Hayatları fünyenin ucunda
Çok riskli görevlere gönüllü talip olarak ölümün kıyısında görev yapan bomba imha uzmanlarının hayatları, adeta fünyenin ucunda. ‘İlk hatan son hatan olur’ prensibiyle görev yapan isimsiz kahramanların birçoğu mesleğini annesinden bile saklıyor. Bugüne kadar sayısız olaya giden bomba imha uzmanı Y.E.A meslekte 10’uncu yılı geride bırakırken yaşadıklarını Pusula’ya anlattı.
Manolya BULUT-PUSULA
Emniyetin bünyesinde görev alan bomba imha uzmanları ‘ilk hata son hatadır’ bilinciyle ölümle burun buruna vatandaşın güvenliği için mesai yapıyorlar.

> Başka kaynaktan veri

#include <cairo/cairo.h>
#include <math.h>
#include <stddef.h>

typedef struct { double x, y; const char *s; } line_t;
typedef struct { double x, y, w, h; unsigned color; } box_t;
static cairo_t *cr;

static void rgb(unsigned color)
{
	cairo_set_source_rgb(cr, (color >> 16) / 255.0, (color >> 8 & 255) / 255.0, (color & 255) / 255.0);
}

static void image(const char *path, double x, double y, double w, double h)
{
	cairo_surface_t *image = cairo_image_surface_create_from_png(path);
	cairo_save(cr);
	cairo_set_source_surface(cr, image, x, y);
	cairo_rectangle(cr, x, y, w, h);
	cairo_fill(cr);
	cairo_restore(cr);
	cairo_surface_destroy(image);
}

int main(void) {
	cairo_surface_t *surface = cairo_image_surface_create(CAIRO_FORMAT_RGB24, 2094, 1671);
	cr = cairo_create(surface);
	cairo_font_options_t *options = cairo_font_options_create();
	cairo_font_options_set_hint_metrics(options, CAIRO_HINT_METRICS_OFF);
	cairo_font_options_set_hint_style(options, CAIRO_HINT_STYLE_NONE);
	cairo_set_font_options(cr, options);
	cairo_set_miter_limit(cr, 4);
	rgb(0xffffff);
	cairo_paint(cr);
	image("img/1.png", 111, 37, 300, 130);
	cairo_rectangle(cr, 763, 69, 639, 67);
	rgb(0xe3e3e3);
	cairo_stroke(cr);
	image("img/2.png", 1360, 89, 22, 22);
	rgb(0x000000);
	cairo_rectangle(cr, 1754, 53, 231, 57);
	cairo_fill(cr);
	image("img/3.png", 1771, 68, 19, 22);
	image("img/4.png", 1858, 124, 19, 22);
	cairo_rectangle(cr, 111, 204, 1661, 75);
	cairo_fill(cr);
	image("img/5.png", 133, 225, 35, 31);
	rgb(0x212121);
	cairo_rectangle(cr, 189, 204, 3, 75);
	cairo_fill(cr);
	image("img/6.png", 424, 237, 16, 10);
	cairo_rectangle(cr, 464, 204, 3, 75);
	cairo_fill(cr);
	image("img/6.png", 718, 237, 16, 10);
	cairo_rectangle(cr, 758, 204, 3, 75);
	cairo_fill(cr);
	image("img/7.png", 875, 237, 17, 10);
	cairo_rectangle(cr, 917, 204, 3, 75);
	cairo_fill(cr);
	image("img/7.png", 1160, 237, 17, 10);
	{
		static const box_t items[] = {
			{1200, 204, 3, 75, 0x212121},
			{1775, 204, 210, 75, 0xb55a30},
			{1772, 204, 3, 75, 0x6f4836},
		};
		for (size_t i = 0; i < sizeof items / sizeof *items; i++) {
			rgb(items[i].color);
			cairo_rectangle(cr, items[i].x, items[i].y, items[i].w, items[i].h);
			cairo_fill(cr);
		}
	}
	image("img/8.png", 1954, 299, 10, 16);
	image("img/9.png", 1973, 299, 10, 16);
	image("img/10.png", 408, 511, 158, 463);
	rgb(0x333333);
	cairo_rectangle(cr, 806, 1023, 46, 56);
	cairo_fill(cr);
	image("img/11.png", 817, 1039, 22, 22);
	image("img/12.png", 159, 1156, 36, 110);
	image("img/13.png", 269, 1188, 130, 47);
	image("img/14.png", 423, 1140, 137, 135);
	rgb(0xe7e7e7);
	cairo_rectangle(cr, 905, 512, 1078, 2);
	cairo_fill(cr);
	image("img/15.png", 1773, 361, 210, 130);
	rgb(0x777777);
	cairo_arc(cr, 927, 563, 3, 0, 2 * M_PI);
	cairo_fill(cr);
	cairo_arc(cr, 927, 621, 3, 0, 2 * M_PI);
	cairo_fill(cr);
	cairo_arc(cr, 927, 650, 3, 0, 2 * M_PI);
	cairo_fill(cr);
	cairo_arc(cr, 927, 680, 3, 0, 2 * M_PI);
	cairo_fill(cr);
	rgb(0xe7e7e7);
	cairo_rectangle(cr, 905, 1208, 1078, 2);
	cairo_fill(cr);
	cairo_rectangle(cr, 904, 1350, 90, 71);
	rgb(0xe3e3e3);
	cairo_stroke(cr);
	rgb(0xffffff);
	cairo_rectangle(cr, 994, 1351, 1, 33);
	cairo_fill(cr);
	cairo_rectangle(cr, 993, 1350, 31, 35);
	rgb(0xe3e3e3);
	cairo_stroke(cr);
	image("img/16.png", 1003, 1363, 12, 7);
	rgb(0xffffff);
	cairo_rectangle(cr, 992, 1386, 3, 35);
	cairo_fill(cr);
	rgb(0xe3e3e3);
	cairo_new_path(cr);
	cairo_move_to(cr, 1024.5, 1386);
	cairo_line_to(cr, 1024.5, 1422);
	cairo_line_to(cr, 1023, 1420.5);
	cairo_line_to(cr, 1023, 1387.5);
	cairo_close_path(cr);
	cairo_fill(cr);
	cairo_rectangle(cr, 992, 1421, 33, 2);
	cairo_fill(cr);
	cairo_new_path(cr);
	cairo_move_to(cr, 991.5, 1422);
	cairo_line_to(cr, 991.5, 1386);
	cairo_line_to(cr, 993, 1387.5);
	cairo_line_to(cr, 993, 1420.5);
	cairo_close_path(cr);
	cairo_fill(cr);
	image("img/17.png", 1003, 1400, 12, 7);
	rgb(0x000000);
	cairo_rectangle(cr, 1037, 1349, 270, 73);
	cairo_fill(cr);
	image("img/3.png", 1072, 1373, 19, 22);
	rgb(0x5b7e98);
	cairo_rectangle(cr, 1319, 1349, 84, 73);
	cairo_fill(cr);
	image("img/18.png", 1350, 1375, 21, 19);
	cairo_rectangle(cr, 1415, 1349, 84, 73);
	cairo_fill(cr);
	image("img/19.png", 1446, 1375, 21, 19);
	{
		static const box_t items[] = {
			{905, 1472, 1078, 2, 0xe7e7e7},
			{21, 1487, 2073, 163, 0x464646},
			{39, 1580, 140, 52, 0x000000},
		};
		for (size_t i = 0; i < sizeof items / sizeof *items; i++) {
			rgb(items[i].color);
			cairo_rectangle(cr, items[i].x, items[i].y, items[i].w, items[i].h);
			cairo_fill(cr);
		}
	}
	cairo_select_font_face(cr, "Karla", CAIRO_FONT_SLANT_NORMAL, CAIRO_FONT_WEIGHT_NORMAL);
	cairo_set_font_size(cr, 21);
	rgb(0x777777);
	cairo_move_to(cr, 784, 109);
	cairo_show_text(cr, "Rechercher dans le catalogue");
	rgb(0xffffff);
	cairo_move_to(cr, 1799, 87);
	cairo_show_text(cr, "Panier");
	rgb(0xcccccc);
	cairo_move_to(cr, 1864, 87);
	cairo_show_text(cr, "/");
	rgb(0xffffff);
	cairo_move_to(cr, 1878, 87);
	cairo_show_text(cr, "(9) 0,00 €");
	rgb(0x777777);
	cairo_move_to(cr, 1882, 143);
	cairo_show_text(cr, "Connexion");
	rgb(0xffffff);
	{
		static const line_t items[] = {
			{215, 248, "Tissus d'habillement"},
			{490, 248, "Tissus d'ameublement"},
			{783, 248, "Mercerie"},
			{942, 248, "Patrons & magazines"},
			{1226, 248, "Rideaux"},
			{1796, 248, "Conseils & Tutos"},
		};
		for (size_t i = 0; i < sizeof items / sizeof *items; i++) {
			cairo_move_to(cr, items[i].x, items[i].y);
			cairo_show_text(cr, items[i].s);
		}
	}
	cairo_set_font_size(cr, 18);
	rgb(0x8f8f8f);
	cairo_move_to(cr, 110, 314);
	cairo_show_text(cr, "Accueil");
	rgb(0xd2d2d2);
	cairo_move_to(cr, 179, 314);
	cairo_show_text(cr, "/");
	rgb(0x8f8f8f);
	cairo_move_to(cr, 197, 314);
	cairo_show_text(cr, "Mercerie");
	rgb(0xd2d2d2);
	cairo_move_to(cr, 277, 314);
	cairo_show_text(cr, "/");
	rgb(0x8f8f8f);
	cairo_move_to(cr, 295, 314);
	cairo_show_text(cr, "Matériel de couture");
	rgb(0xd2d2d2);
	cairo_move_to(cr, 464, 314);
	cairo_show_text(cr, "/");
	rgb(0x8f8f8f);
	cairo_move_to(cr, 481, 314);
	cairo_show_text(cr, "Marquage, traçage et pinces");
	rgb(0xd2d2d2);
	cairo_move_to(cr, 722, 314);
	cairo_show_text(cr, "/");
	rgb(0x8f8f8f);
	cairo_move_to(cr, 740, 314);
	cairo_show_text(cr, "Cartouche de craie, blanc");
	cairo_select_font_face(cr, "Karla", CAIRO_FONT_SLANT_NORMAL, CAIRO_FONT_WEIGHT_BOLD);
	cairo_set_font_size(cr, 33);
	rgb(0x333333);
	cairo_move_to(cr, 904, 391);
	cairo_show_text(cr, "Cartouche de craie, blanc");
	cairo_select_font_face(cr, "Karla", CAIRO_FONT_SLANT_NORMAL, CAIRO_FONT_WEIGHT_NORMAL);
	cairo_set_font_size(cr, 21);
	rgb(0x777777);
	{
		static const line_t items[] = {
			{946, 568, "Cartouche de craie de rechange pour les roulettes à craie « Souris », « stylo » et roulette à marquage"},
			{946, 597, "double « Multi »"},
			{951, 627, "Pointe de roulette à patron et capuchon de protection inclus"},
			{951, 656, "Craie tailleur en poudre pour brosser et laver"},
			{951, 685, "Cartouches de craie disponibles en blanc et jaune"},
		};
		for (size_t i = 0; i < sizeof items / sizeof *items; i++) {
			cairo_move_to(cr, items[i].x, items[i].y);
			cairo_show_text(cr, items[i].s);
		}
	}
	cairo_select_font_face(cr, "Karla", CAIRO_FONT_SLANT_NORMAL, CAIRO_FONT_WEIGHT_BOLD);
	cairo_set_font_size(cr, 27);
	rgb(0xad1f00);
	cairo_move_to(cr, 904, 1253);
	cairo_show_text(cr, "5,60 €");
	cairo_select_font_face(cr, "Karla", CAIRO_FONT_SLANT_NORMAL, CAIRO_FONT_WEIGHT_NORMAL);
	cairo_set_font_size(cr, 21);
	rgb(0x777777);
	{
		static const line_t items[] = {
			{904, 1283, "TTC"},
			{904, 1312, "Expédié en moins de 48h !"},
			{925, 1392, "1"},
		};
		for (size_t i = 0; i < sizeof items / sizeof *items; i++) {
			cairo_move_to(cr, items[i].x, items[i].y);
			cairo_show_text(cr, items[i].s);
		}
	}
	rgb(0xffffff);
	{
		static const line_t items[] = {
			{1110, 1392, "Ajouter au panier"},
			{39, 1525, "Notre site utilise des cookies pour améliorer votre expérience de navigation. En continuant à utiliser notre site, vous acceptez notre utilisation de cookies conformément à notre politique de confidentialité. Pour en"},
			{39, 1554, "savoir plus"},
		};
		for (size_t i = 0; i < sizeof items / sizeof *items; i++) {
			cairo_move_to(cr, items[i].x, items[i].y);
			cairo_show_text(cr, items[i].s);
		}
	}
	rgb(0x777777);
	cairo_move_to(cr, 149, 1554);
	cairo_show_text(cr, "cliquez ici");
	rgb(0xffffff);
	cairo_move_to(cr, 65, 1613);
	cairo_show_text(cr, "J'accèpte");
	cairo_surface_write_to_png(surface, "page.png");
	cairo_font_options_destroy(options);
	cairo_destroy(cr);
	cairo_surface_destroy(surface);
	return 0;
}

İl emniyet müdürlüklerine bağlı bomba imha ve inceleme şube müdürlüklerinde görev yapan polisler, gönüllü olarak birimlerini seçiyorlar. Zorlu testler ve eğitimlerden geçen polisler ölüm ile yaşam arasındaki ince çizgide görevlerini sürdürüyorlar.
Yüzlerce isimsiz kahramandan birisi de Erzurum Emniyet Müdürlüğü Bomba İmha ve İnceleme Şube Müdürlüğü’nde görevli Y.E.A. Biriminde 10’uncu yılı geride bırakan Y.E.A, meslek hayatı boyunca çalışma arkadaşları ve bir yakınının şehadetine şahit olmuş. 100’ün üzerinde şüpheli pakete ve birçok gerçek bombaya müdahale eden bomba imha uzmanı, mesleğin ayrıntılarını anlattı.
Ailesinin tüm endişelere rağmen mesleğine saygı duyduklarını belirten Y.E.A, “Polis teşkilatında tecrübe kazandıkça branşlı birimlere geçmek her polisin hayalidir. Ben de bomba imha ekibine geçmeyi tercih ettim. Gönüllü olarak seçtim. Evet riski oldukça yüksek ama bunu da birinin yapması gerekiyor. Ailelerimiz endişe duyuyorlar, haklılar da. Mesela ben kendi çocuklarımın bomba imha uzmanı olmasını istemem. Ama ailem bana saygı duyuyor. Eşim de bu birimde olduğumu bilerek benimle evlendi. Ailem en büyük destekçim” dedi.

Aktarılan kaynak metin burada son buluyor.